*** Recorded data ***

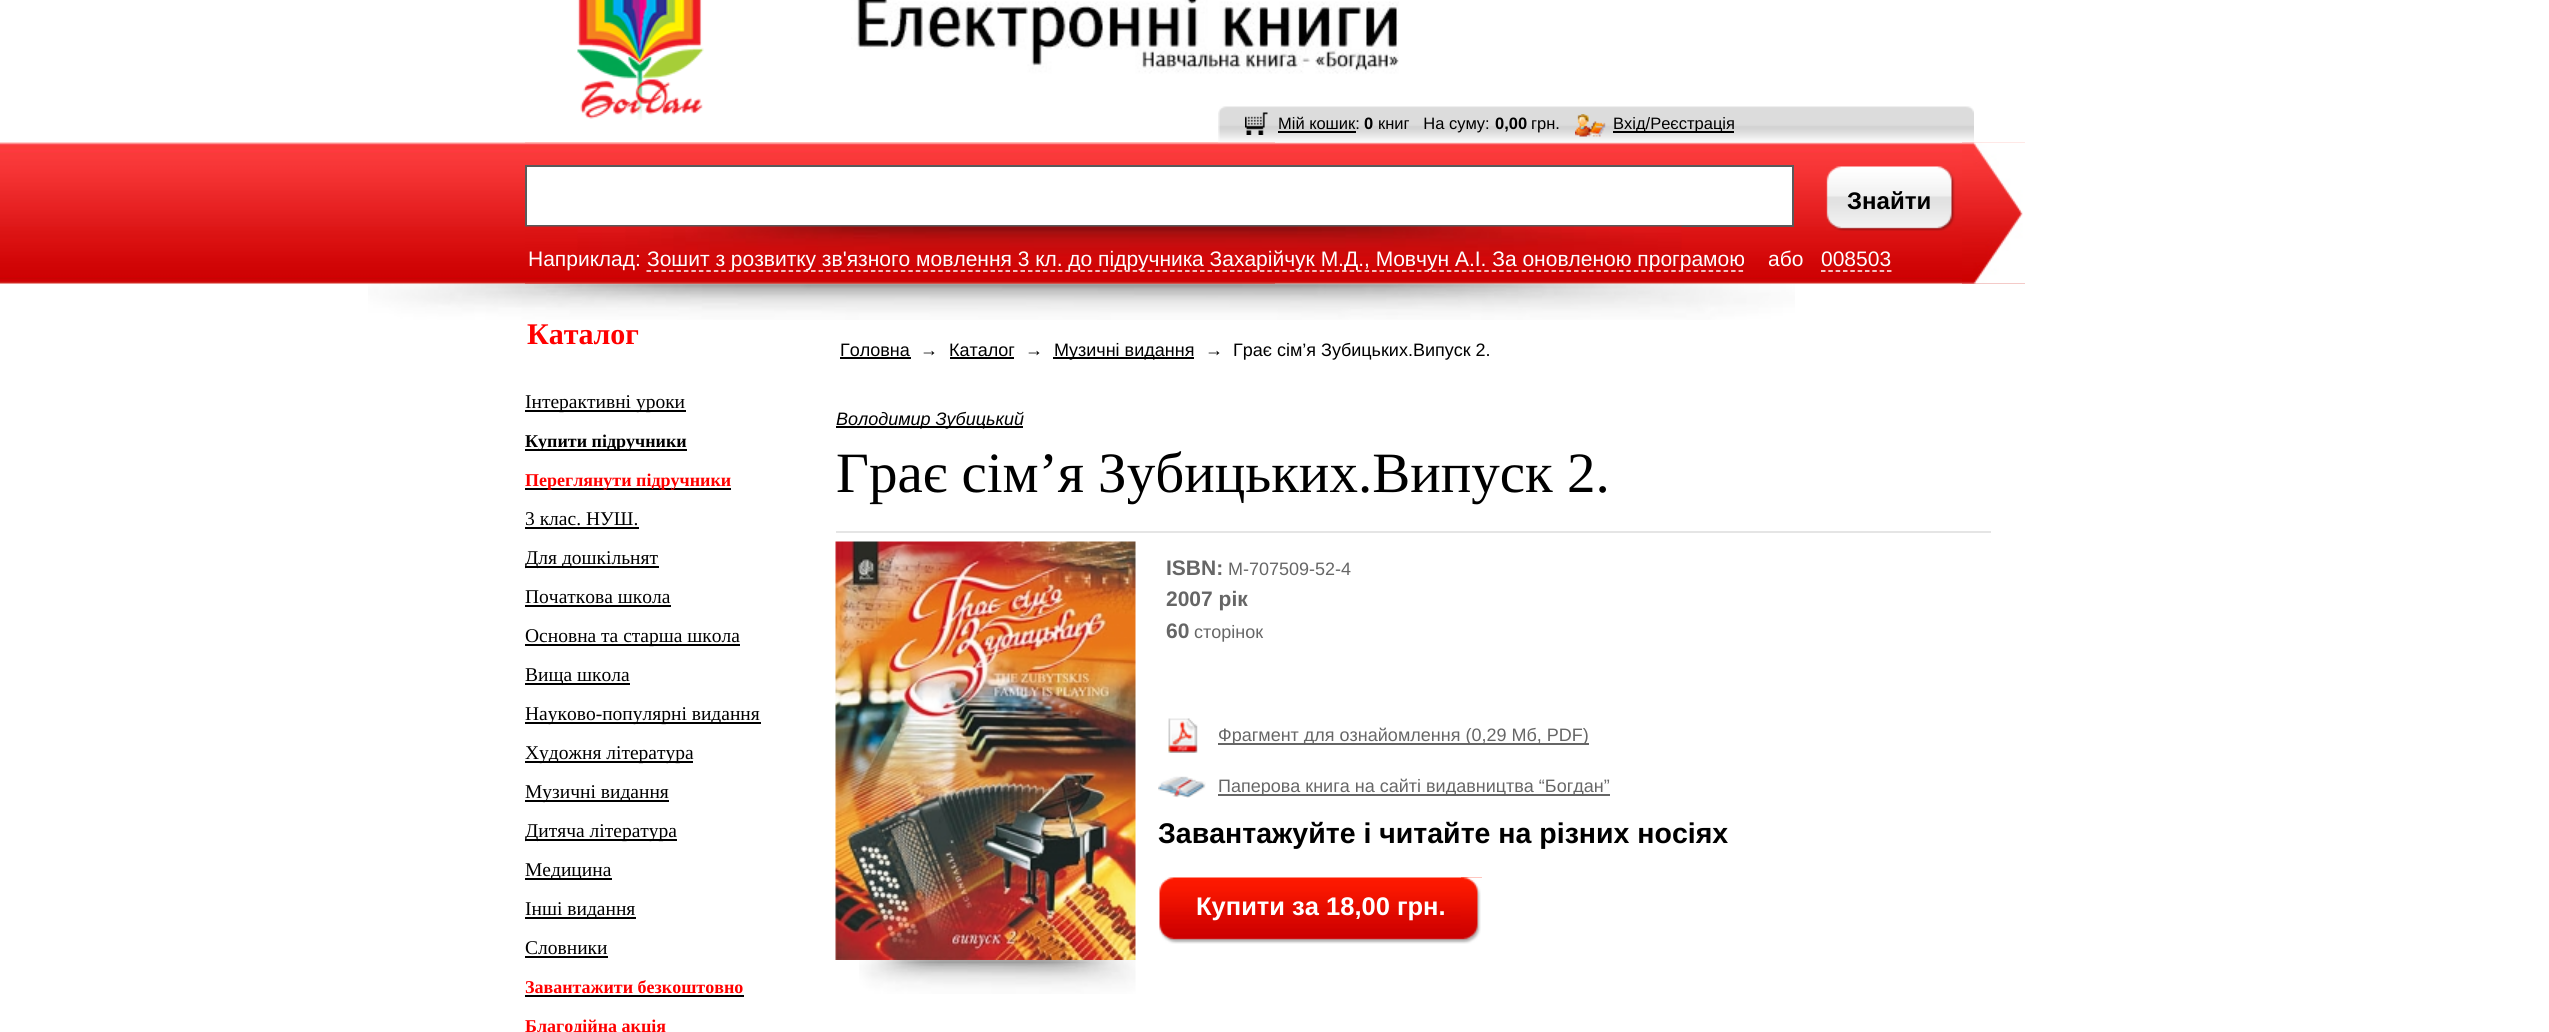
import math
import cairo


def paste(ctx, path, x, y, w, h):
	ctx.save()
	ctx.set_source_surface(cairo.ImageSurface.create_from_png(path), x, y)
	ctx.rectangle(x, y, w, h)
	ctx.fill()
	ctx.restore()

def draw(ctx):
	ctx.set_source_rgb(1, 1, 1)
	ctx.paint()
	paste(ctx, 'media/1.png', 368, 283, 1427, 37)
	paste(ctx, 'media/2.png', 577, 0, 127, 120)
	paste(ctx, 'media/3.png', 851, 0, 548, 74)
	paste(ctx, 'media/7.png', 525, 142, 1500, 142)
	paste(ctx, 'media/4.png', 1218, 106, 756, 37)
	paste(ctx, 'media/5.png', 1245, 112, 23, 23)
	ctx.select_font_face('Liberation Sans')
	ctx.set_font_size(16.5)
	ctx.set_source_rgb(0, 0, 0)
	ctx.move_to(1278, 129)
	ctx.show_text('Мій кошик:')
	ctx.rectangle(1278, 131, 78, 2)
	ctx.fill()
	ctx.select_font_face('Liberation Sans', cairo.FONT_SLANT_NORMAL, cairo.FONT_WEIGHT_BOLD)
	ctx.move_to(1364, 129)
	ctx.show_text('0')
	ctx.select_font_face('Liberation Sans')
	ctx.move_to(1378, 129)
	ctx.show_text('книг   На суму:')
	ctx.select_font_face('Liberation Sans', cairo.FONT_SLANT_NORMAL, cairo.FONT_WEIGHT_BOLD)
	ctx.move_to(1495, 129)
	ctx.show_text('0,00')
	ctx.select_font_face('Liberation Sans')
	ctx.move_to(1531, 129)
	ctx.show_text('грн.')
	paste(ctx, 'media/6.png', 1575, 114, 31, 23)
	ctx.rectangle(1613, 131, 121, 2)
	ctx.fill()
	ctx.move_to(1613, 129)
	ctx.show_text('Вхід/Реєстрація')
	paste(ctx, 'media/8.png', 0, 142, 1275, 142)
	paste(ctx, 'media/9.png', 1962, 142, 63, 142)
	ctx.set_source_rgb(1, 1, 1)
	ctx.rectangle(526, 166, 1267, 60)
	ctx.fill_preserve()
	ctx.set_source_rgb(0.349, 0.349, 0.353)
	ctx.stroke()
	paste(ctx, 'media/10.png', 1826, 166, 129, 65)
	ctx.select_font_face('Liberation Sans', cairo.FONT_SLANT_NORMAL, cairo.FONT_WEIGHT_BOLD)
	ctx.set_font_size(24)
	ctx.set_source_rgb(0, 0, 0)
	ctx.move_to(1847, 209)
	ctx.show_text('Знайти')
	paste(ctx, 'media/11.png', 525, 226, 1157, 31)
	ctx.select_font_face('Liberation Sans')
	ctx.set_font_size(21)
	ctx.set_source_rgb(1, 1, 1)
	ctx.move_to(528, 266)
	ctx.show_text('Наприклад:')
	ctx.new_path()
	ctx.move_to(646.5, 271)
	ctx.line_to(1744.5, 271)
	ctx.set_line_width(1.5)
	ctx.set_dash([4.5, 2.98])
	ctx.stroke()
	for x, y, s in [
		(647, 266, 'Зошит з розвитку зв\'язного мовлення 3 кл. до підручника Захарійчук М.Д., Мовчун А.І. За оновленою програмою'),
		(1768, 266, 'або'),
		(1821, 266, '008503'),
	]:
		ctx.move_to(x, y)
		ctx.show_text(s)
	ctx.new_path()
	ctx.move_to(1821, 271)
	ctx.line_to(1891.5, 271)
	ctx.set_dash([4.5, 2.83])
	ctx.stroke()
	ctx.select_font_face('Liberation Serif', cairo.FONT_SLANT_NORMAL, cairo.FONT_WEIGHT_BOLD)
	ctx.set_font_size(30)
	ctx.set_source_rgb(1, 0, 0)
	ctx.move_to(527, 344)
	ctx.show_text('Каталог')
	ctx.set_source_rgb(0, 0, 0)
	ctx.rectangle(525, 410, 161, 2)
	ctx.fill()
	ctx.select_font_face('Liberation Serif')
	ctx.set_font_size(19.5)
	ctx.move_to(525, 408)
	ctx.show_text('Інтерактивні уроки')
	ctx.rectangle(525, 449, 162, 2)
	ctx.fill()
	ctx.select_font_face('Liberation Serif', cairo.FONT_SLANT_NORMAL, cairo.FONT_WEIGHT_BOLD)
	ctx.set_font_size(18)
	ctx.move_to(525, 447)
	ctx.show_text('Купити підручники')
	ctx.rectangle(525, 488, 206, 2)
	ctx.fill()
	ctx.set_source_rgb(1, 0, 0)
	ctx.move_to(525, 486)
	ctx.show_text('Переглянути підручники')
	ctx.select_font_face('Liberation Serif')
	ctx.set_font_size(19.5)
	ctx.set_source_rgb(0, 0, 0)
	ctx.move_to(525, 525)
	ctx.show_text('3 клас. НУШ.')
	ctx.rectangle(525, 527, 114, 2)
	ctx.fill()
	ctx.rectangle(525, 566, 134, 2)
	ctx.fill()
	ctx.move_to(525, 564)
	ctx.show_text('Для дошкільнят')
	ctx.move_to(525, 603)
	ctx.show_text('Початкова школа')
	ctx.rectangle(525, 605, 146, 2)
	ctx.fill()
	ctx.rectangle(525, 644, 215, 2)
	ctx.fill()
	ctx.move_to(525, 642)
	ctx.show_text('Основна та старша школа')
	ctx.rectangle(525, 683, 105, 2)
	ctx.fill()
	ctx.move_to(525, 681)
	ctx.show_text('Вища школа')
	ctx.rectangle(525, 722, 236, 2)
	ctx.fill()
	ctx.move_to(525, 720)
	ctx.show_text('Науково-популярні видання')
	ctx.rectangle(525, 761, 168, 2)
	ctx.fill()
	ctx.move_to(525, 759)
	ctx.show_text('Художня література')
	ctx.rectangle(525, 800, 144, 2)
	ctx.fill()
	ctx.move_to(525, 798)
	ctx.show_text('Музичні видання')
	ctx.rectangle(525, 839, 152, 2)
	ctx.fill()
	ctx.move_to(525, 837)
	ctx.show_text('Дитяча література')
	ctx.rectangle(525, 878, 87, 2)
	ctx.fill()
	ctx.move_to(525, 876)
	ctx.show_text('Медицина')
	ctx.rectangle(525, 917, 111, 2)
	ctx.fill()
	ctx.move_to(525, 915)
	ctx.show_text('Інші видання')
	ctx.move_to(525, 954)
	ctx.show_text('Словники')
	ctx.rectangle(525, 956, 83, 2)
	ctx.fill()
	ctx.select_font_face('Liberation Serif', cairo.FONT_SLANT_NORMAL, cairo.FONT_WEIGHT_BOLD)
	ctx.set_font_size(18)
	ctx.set_source_rgb(1, 0, 0)
	ctx.move_to(525, 993)
	ctx.show_text('Завантажити безкоштовно')
	ctx.set_source_rgb(0, 0, 0)
	ctx.rectangle(525, 995, 219, 2)
	ctx.fill()
	ctx.set_source_rgb(1, 0, 0)
	ctx.move_to(525, 1032)
	ctx.show_text('Благодійна акція')
	ctx.select_font_face('Liberation Sans')
	ctx.set_source_rgb(0, 0, 0)
	ctx.move_to(840, 356)
	ctx.show_text('Головна')
	ctx.rectangle(840, 357, 71, 2)
	ctx.fill()
	ctx.move_to(920, 356)
	ctx.show_text('→')
	ctx.move_to(949, 356)
	ctx.show_text('Каталог')
	ctx.rectangle(950, 357, 64, 2)
	ctx.fill()
	ctx.move_to(1025, 356)
	ctx.show_text('→')
	ctx.rectangle(1053, 357, 141, 2)
	ctx.fill()
	for x, y, s in [
		(1054, 356, 'Музичні видання'),
		(1205, 356, '→'),
		(1233, 356, 'Грає сім’я Зубицьких.Випуск 2.'),
	]:
		ctx.move_to(x, y)
		ctx.show_text(s)
	ctx.rectangle(836, 426, 187, 2)
	ctx.fill()
	ctx.select_font_face('Liberation Sans', cairo.FONT_SLANT_ITALIC)
	ctx.move_to(836, 425)
	ctx.show_text('Володимир Зубицький')
	ctx.select_font_face('Liberation Serif')
	ctx.set_font_size(57)
	ctx.move_to(836, 492)
	ctx.show_text('Грає сім’я Зубицьких.Випуск 2.')
	ctx.set_source_rgb(0.898, 0.898, 0.898)
	ctx.rectangle(836, 531, 1155, 2)
	ctx.fill()
	paste(ctx, 'media/12.png', 859, 960, 277, 34)
	paste(ctx, 'media/13.png', 835, 541, 301, 419)
	ctx.select_font_face('Liberation Sans', cairo.FONT_SLANT_NORMAL, cairo.FONT_WEIGHT_BOLD)
	ctx.set_font_size(21)
	ctx.set_source_rgb(0.4, 0.4, 0.4)
	ctx.move_to(1166, 575)
	ctx.show_text('ISBN:')
	ctx.select_font_face('Liberation Sans')
	ctx.set_font_size(18)
	ctx.move_to(1228, 575)
	ctx.show_text('М-707509-52-4')
	ctx.select_font_face('Liberation Sans', cairo.FONT_SLANT_NORMAL, cairo.FONT_WEIGHT_BOLD)
	ctx.set_font_size(21)
	ctx.move_to(1166, 606)
	ctx.show_text('2007 рік')
	ctx.move_to(1166, 638)
	ctx.show_text('60')
	ctx.select_font_face('Liberation Sans')
	ctx.set_font_size(18)
	ctx.move_to(1194, 638)
	ctx.show_text('сторінок')
	paste(ctx, 'media/14.png', 1168, 718, 30, 35)
	ctx.rectangle(1218, 743, 371, 2)
	ctx.fill()
	ctx.move_to(1218, 741)
	ctx.show_text('Фрагмент для ознайомлення (0,29 Мб, PDF)')
	paste(ctx, 'media/15.png', 1158, 776, 48, 22)
	ctx.rectangle(1218, 794, 392, 2)
	ctx.fill()
	ctx.move_to(1218, 792)
	ctx.show_text('Паперова книга на сайті видавництва “Богдан”')
	ctx.select_font_face('Liberation Sans', cairo.FONT_SLANT_NORMAL, cairo.FONT_WEIGHT_BOLD)
	ctx.set_font_size(28.5)
	ctx.set_source_rgb(0, 0, 0)
	ctx.move_to(1158, 843)
	ctx.show_text('Завантажуйте і читайте на різних носіях')
	paste(ctx, 'media/16.png', 1159, 877, 323, 67)
	paste(ctx, 'media/17.png', 1461, 877, 21, 67)
	ctx.set_font_size(25.5)
	ctx.set_source_rgb(1, 1, 1)
	ctx.move_to(1196, 915)
	ctx.show_text('Купити за 18,00 грн.')


surface = cairo.ImageSurface(cairo.FORMAT_RGB24, 2549, 1032)
ctx = cairo.Context(surface)
options = cairo.FontOptions()
options.set_hint_metrics(cairo.HINT_METRICS_OFF)
options.set_hint_style(cairo.HINT_STYLE_NONE)
ctx.set_font_options(options)
ctx.set_miter_limit(4)
draw(ctx)
surface.write_to_png('image.png')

*** End of Recorded data ***

#### Problem to work on
Where the word "школа" appears in a line of the entries, copy that line.

#### Written solution
	ctx.show_text('Початкова школа')
	ctx.show_text('Основна та старша школа')
	ctx.show_text('Вища школа')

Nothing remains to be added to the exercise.